Lord Denning was, of course, correct that the procedure under the 1855 Act is open to abuse.  As he observed, registration under the 1855 Act confers exemption from rates and other privileges (3, p.887).  Like all statutes, the 1855 Act must not become an instrument of fraud, such as tax evasion, sham marriage or some other dishonesty. 

The Registrar must therefore be entitled to refuse to register a dishonest certificate.  In this case, however, there was no question of dishonesty.  Mr Segerdal genuinely believed that his chapel was a place of worship.

It is possible that the meaning of ‘religious worship’ was a less complex question in 1855 than it became in later years.  S.3 of the 1855 Act refers to ‘the religious worship of Protestant dissenters or other Protestants, or Roman Catholics, or persons professing the Jewish religion’.  Parliament in 1855 would have known nothing of Californian cults and oriental mysticism.

However, s.3 makes clear that the Act applies to ‘any other body or denomination of persons’.  It is not restricted to some ‘mainstream’ Judaeo-Christian tradition of worship.     

The courts suggested that ‘religious worship’ must involve ‘veneration to a being regarded as divine’ (1, p.7).  As Lord Denning recognised, this definition had implications for groups other than the Church of Scientology, which do not worship divine beings.  He cited the example of Buddhists (3, p.890).  Quakers and Unitarians (both well-known sects by 1855) might also find it rather hard to satisfy the definition.

It is arguable that the Registrar should refuse to register a certificate which, though not dishonest, is plainly wrong and misconceived in representing a particular place as a place of worship.  The reports of this case show that the courts examined the scientologists’ literature in detail and engaged in an erudite discussion of the meaning of the words ‘religion’, ‘worship’ and ‘prayer’. 

This depth of examination of the scientologists’ creeds and practice demonstrates that Mr Segerdal’s certificate was not plainly wrong and misconceived.  If it had been, a detailed, erudite discussion would not have been necessary.  

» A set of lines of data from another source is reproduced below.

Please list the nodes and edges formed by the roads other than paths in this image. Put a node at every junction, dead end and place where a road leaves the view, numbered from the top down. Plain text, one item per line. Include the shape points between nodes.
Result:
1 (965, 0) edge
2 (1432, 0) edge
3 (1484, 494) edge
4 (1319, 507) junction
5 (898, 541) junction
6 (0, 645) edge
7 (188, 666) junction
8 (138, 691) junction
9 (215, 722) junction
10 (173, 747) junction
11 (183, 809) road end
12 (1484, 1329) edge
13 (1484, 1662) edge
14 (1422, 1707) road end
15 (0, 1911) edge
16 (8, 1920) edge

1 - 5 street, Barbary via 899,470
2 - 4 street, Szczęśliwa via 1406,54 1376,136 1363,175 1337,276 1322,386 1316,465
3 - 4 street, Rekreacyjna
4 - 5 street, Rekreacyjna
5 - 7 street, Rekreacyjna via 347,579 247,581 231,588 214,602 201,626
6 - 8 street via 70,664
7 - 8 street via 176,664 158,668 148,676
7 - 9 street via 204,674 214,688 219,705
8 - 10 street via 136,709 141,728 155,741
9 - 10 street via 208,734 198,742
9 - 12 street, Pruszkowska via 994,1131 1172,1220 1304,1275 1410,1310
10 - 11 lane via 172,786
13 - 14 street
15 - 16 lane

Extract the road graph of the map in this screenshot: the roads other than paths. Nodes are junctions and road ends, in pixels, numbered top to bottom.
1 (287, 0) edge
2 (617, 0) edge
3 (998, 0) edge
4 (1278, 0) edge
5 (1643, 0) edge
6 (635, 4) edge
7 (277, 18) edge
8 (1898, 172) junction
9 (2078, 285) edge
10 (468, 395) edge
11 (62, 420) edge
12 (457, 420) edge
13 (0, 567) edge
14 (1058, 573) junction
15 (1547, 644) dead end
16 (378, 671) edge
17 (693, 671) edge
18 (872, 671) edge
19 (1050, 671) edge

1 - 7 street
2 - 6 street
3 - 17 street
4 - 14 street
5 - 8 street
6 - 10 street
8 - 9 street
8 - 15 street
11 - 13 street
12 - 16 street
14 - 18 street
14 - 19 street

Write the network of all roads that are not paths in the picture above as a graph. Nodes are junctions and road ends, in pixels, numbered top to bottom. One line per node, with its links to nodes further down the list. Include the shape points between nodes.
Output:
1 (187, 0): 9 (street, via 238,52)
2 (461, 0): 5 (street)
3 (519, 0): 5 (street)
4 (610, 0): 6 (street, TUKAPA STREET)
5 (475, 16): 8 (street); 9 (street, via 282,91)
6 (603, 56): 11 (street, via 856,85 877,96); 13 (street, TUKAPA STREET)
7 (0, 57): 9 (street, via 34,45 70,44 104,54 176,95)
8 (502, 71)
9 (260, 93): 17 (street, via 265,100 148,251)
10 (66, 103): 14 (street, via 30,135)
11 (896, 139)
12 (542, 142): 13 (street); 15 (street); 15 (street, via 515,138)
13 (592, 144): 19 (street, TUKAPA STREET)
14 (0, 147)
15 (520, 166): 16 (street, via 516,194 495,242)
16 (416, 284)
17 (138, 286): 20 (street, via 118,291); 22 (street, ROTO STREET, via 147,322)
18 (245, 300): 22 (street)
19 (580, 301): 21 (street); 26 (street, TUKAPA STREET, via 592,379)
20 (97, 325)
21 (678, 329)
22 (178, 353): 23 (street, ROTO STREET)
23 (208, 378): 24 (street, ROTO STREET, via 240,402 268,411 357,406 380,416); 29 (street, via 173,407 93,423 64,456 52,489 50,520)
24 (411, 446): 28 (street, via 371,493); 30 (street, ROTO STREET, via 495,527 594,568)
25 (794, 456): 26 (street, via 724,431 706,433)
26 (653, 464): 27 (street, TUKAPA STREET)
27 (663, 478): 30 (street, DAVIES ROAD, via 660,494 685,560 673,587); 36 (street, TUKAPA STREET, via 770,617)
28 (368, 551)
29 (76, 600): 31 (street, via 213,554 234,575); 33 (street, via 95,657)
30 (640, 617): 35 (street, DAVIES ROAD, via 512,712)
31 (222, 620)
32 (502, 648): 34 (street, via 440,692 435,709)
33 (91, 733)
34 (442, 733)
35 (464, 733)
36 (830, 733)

The High Court observed that ‘it is a matter of controversy whether scientology is a religion at all’ (1, 8).  Mr Segerdal must therefore have had arguable reasons for representing his chapel as a place of worship, even though those reasons were disputed.  Any doubt or controversy should have been resolved in favour of his certificate.   

It is therefore argued that, as the minister and certifier of the chapel, his certificate should have been accepted for registration.  That would have been consistent with both the wording and the purpose of the 1855 Act, which was to ensure freedom of worship by a process of self-certification.